The story centers on Owen (Justice Smith). Lost in suburbia, the seventh grader encounters a ninth grader named Maddy (Bridgette Ludy-Paine). The two bond over an increasing obsession with a late-night show called The Pink Opaque. This supernatural program for young adults soon cracks their sense of reality, and as the years go by, terrifying implications about what the show is really about affect the young fans in a way that is either freeing or fracturing their minds.
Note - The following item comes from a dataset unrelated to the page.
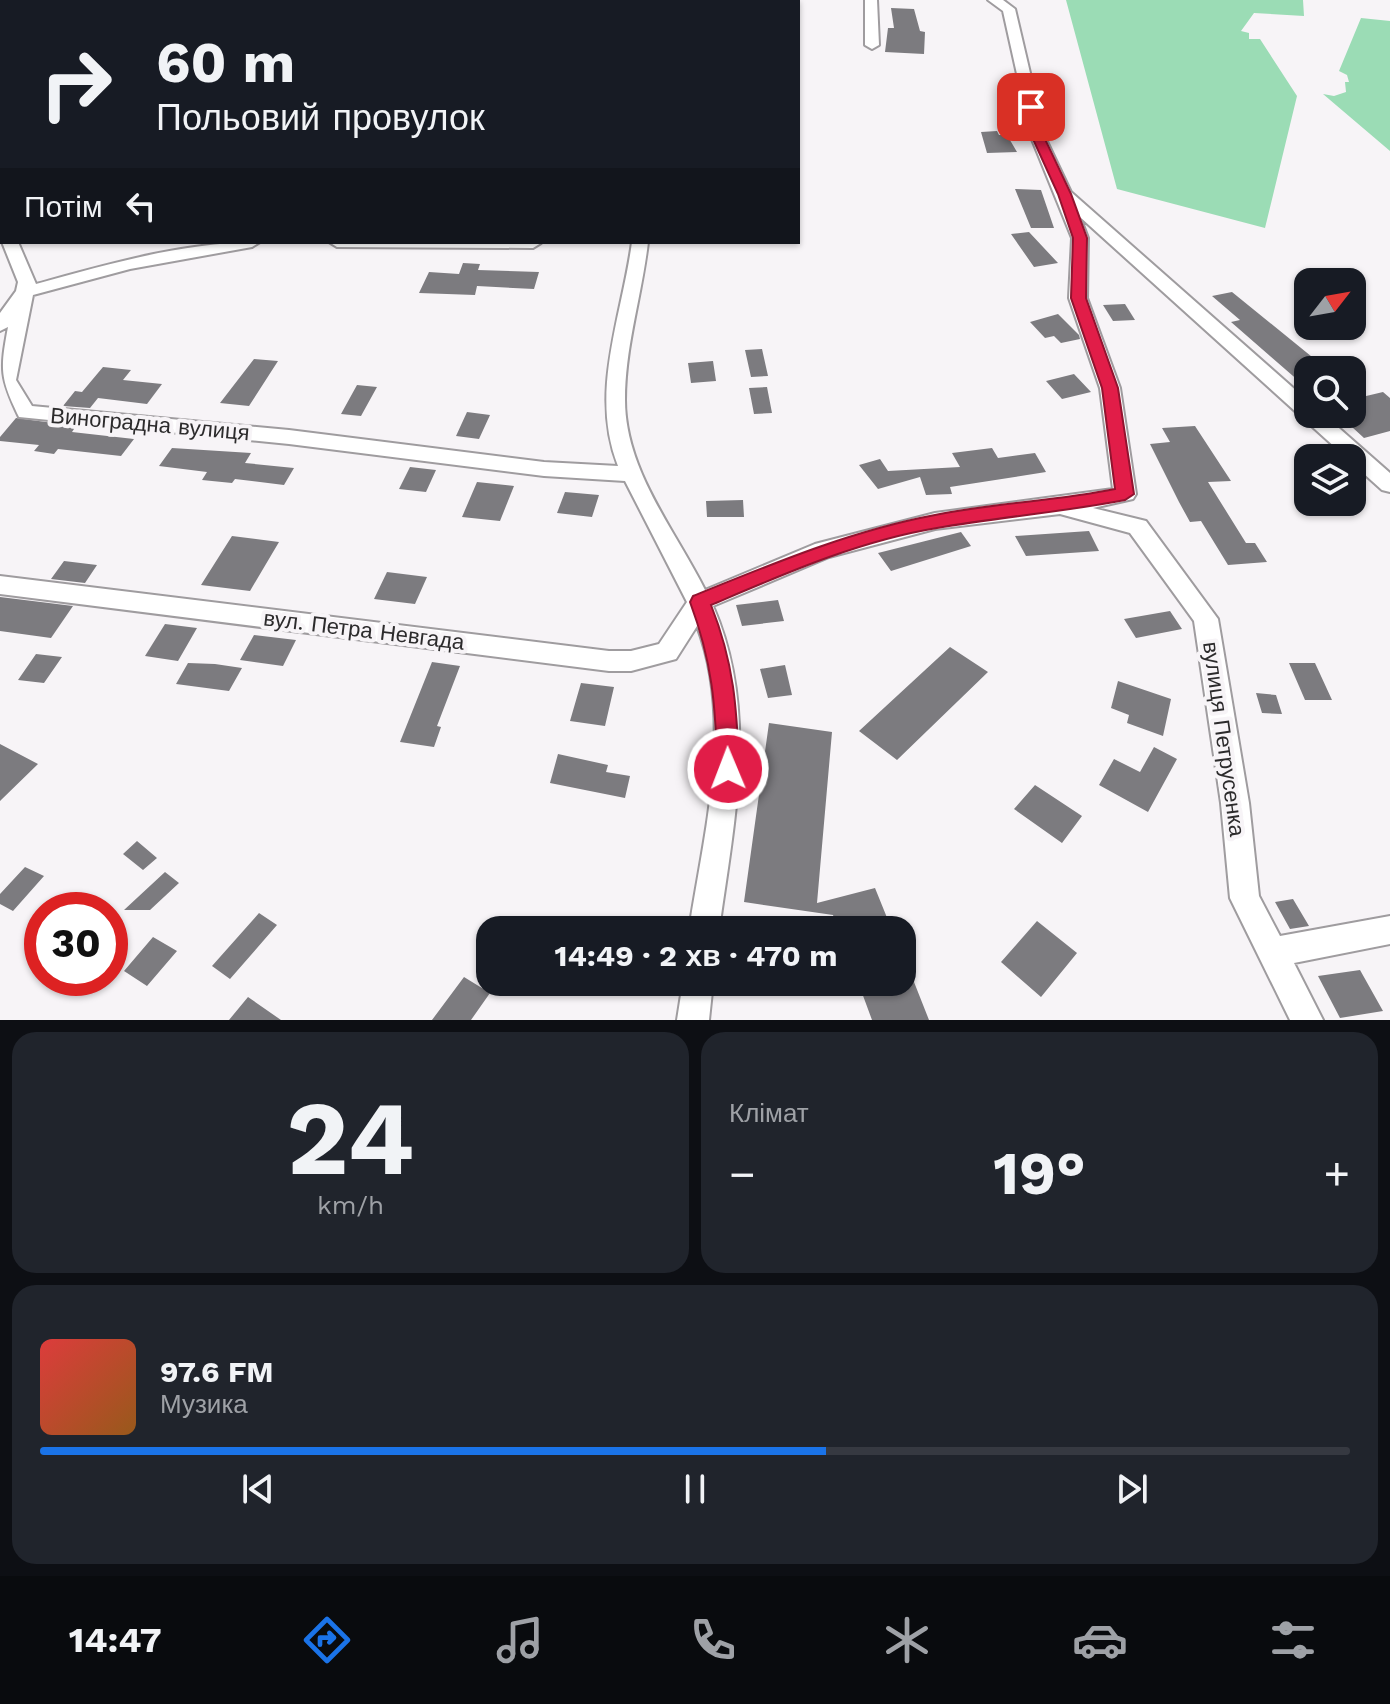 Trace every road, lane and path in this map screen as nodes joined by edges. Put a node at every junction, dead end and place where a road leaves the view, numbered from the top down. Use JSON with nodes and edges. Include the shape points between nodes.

There’s a constant sense that nothing is how it’s remembered which makes a lot of the narrative seemingly unreliable. I Saw the TV Glow unfolds as a confessional, breaking the fourth wall as it hopscotches through time. Sometimes this helps summarize what’s happened offscreen in the years elapsed, but too often, it amounts to dumping information in the audience’s lap. Still, it begs the question whether the film depicts events as they occurred or as they’re remembered, tinted by time and madness.
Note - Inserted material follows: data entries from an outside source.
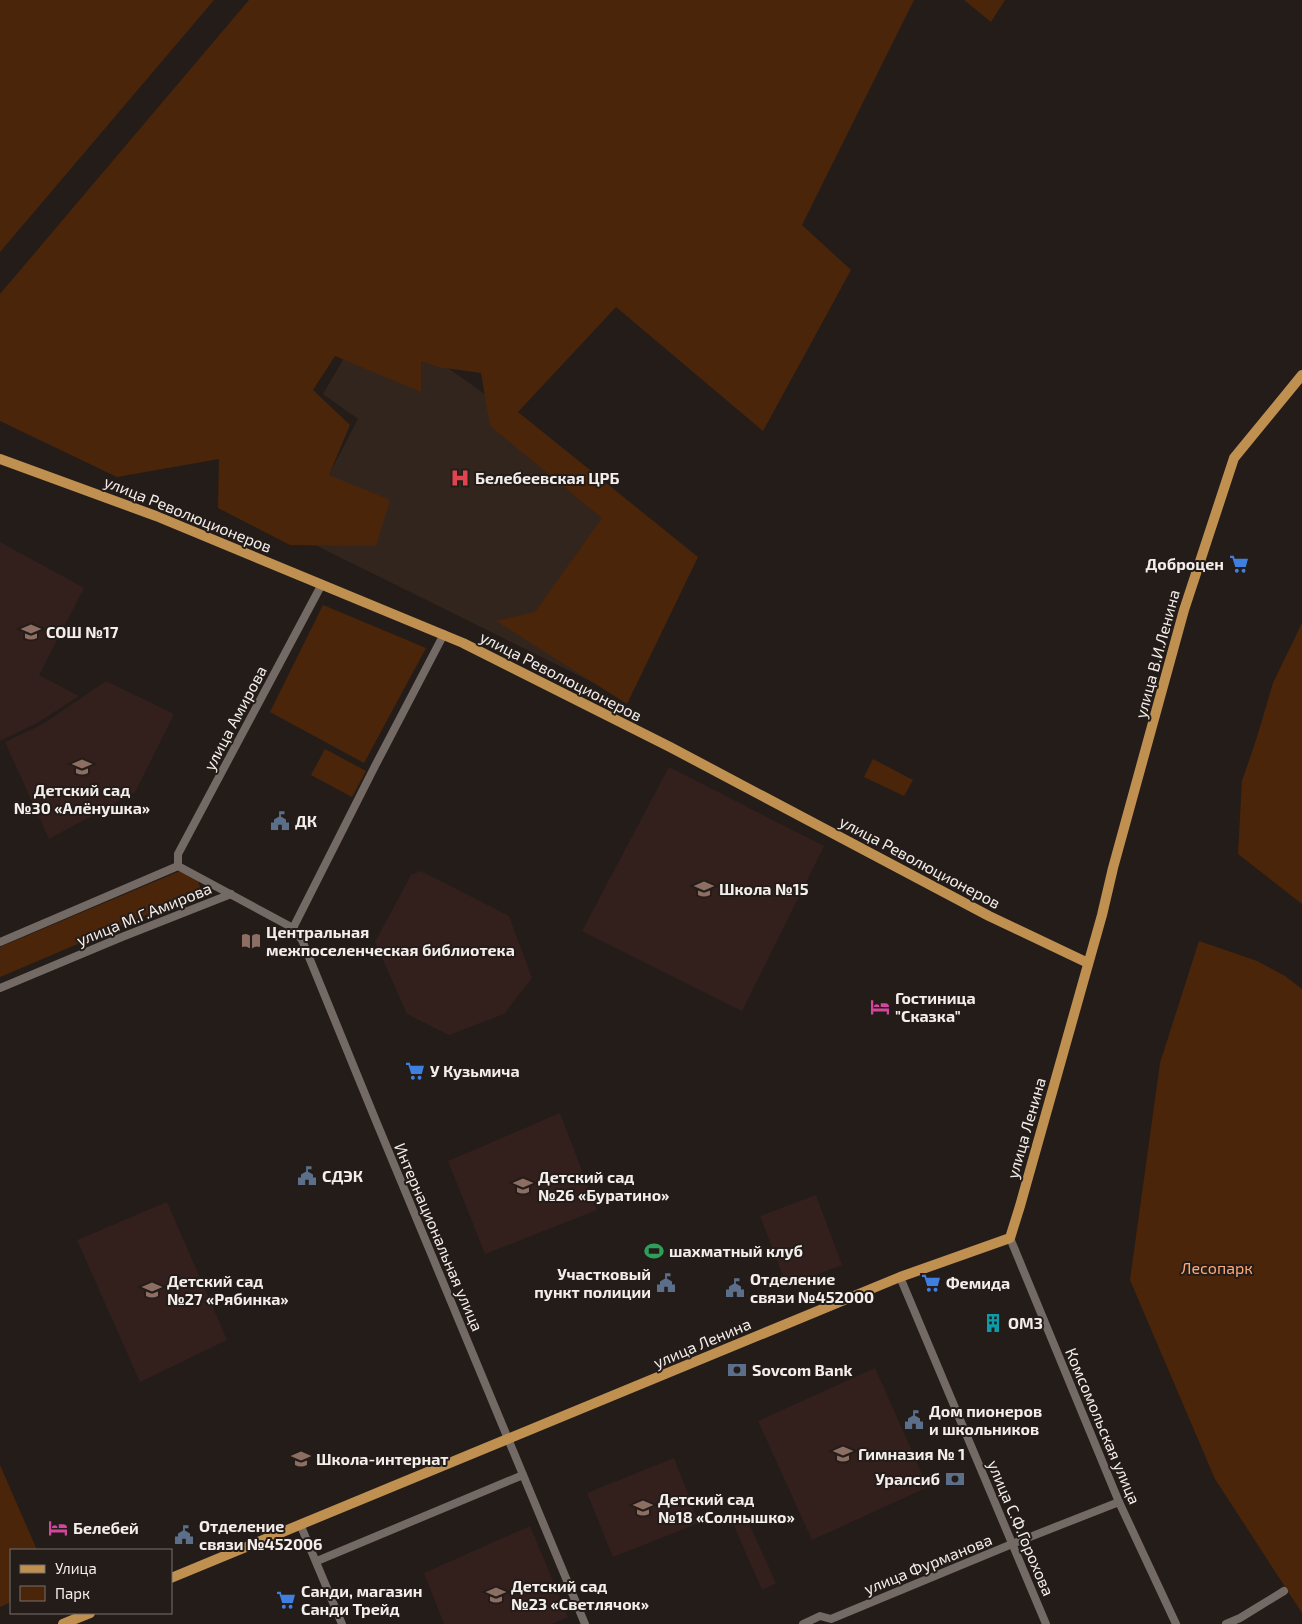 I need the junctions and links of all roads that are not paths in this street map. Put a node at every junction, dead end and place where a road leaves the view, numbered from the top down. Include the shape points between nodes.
1 (1302, 375) edge
2 (0, 459) edge
3 (322, 584) junction
4 (444, 634) junction
5 (178, 866) junction
6 (230, 894) junction
7 (292, 928) junction
8 (0, 942) edge
9 (1088, 963) junction
10 (0, 988) edge
11 (1010, 1238) junction
12 (900, 1277) junction
13 (508, 1440) junction
14 (523, 1475) junction
15 (1119, 1502) junction
16 (300, 1524) junction
17 (1012, 1544) junction
18 (317, 1561) junction
19 (172, 1578) edge
20 (1284, 1591) dead end
21 (88, 1614) edge
22 (832, 1621) edge
23 (1242, 1621) edge
24 (806, 1623) edge
25 (63, 1624) edge
26 (342, 1624) edge
27 (585, 1624) edge
28 (1046, 1624) edge
29 (1176, 1624) edge
30 (1226, 1624) edge

1 - 9 main road, улица В.И.Ленина via 1234,458 1184,610
2 - 3 main road, улица Революционеров via 156,516
3 - 4 main road, улица Революционеров
3 - 5 street, улица Амирова via 178,854
4 - 7 street
4 - 9 main road, улица Революционеров via 670,747 989,916
5 - 6 street, улица М.Г.Амирова
5 - 8 street, улица М.Г.Амирова
6 - 7 street, Интернациональная улица
6 - 10 street, улица М.Г.Амирова
7 - 13 street, Интернациональная улица via 302,940
9 - 11 main road, улица Ленина
11 - 12 main road, улица Ленина
11 - 15 street, Комсомольская улица
12 - 13 main road, улица Ленина
12 - 17 street, улица С.Ф.Горохова
13 - 14 street, Интернациональная улица
13 - 16 main road, улица Ленина
14 - 18 street
14 - 27 street, Интернациональная улица
15 - 17 street, улица Фурманова
15 - 29 street, Комсомольская улица
16 - 18 street
16 - 19 main road, улица Ленина
17 - 22 street, улица Фурманова
17 - 28 street, улица С.Ф.Горохова
18 - 26 street
20 - 23 street
21 - 25 main road
22 - 24 street, улица Фурманова via 820,1616
23 - 30 street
I Saw the TV Glow is an interesting example of cinematic stream of consciousness. There is an astonishingly superb scene featuring Owen walking down a high school hallway. Words and images appear on screen like doodles in a notebook. All at once the movie coherently conveys how alone Owen is at school, while simultaneously feeding intriguing tidbits about The Pink Opaque. So much is packed into the moment simply through visuals it’s a shame more of movie isn’t like this.
Super saturated 35mm captures an eerie world driven by the dream logic of any David Lynch inspired flick. Meanwhile, fuzzy VHS tapes bring the 1990s back to life through delightfully cheesy clips of The Pink Opaque. Throughout I Saw the TV Glow an original soundtrack featuring tunes from Sloppy Jane, yeule, Bartees Strange, Phoebe Bridgers, King Woman, and Caroline Polachek set a distinct mood. This is a movie with a potent look, sound, and feel that helps drive home the experience. Consider it a multisensory tale of alienation.
What sells that experience best, though, is the emotion at the heart of the story. Writer-director Jane Schoenbrun already showed a marked ability to convey certain feelings with We’re All Going to the World’s Fair (2021). In many ways, I Saw the TV Glow builds on many of the elements that story explored, though here with a bigger budget and cast. After all, thematically, these are essentially the same movie, both building on notions Schoenbrun first touched on in A Self-Induced Hallucination (2018).
Thematically, I Saw the TV Glow is a tale of transgender identity and self-realization. The movie’s multitude of themes and interpretations certainly orbit and come back to that main point, but I Saw the TV Glow is largely about the fictions individuals and societies develop, some of which we never outgrow, in order to “insulate ourselves from reality, to live lives dependent on fictions.” The reasons for which are existential dread, various forms of angst, social expectations, loneliness, isolation, and a profound embarrassment about what we’ve allowed our consciousness to be shackled to.
I have a hard time classifying this film as horror. It isn’t frightening so much as tragic and depressing. Make no mistake, I Saw the TV Glow is an engaging, eerie drama for those willing to take this journey. The trek may be pointedly transgender, but it ably conveys complex emotions many can relate to. Sometimes it does so by outright stating feelings but that may be to ensure audiences get the point: life itself is a nightmare. Likely to join the ranks of Donnie Darko, this is a future cult classic.